YOUR ASSIGNMENT - Scan the entries that follow and copy out every line containing "ring".

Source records

• • • • •

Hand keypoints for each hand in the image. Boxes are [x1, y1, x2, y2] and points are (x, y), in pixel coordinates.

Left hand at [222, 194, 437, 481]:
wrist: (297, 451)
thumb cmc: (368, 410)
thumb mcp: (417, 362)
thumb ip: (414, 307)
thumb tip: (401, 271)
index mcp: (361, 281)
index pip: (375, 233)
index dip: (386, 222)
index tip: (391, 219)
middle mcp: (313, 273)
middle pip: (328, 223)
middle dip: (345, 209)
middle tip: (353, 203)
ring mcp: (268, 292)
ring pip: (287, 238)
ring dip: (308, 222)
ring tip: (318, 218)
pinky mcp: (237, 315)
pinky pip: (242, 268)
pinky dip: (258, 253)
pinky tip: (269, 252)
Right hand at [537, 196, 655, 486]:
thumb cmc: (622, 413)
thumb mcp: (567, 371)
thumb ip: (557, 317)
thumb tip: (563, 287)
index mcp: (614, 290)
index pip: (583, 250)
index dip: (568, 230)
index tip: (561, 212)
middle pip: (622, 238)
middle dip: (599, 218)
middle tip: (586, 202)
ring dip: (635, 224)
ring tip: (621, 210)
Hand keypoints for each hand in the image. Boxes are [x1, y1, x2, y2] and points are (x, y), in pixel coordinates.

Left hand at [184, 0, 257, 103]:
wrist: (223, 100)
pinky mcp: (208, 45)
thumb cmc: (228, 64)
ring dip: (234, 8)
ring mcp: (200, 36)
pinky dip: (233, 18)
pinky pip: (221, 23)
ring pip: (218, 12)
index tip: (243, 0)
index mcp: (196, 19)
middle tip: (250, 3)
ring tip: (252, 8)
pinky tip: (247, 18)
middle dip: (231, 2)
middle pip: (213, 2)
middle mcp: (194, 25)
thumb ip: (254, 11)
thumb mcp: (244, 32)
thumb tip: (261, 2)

• • • • •

PROBLEM SOLUTION -
ring mcp: (268, 292)
ring pip: (287, 238)
ring dip: (308, 222)
ring tip: (318, 218)
ring dip: (635, 224)
ring tip: (621, 210)
ring dip: (234, 8)
ring mcp: (200, 36)
ring pip: (218, 12)
ring tip: (252, 8)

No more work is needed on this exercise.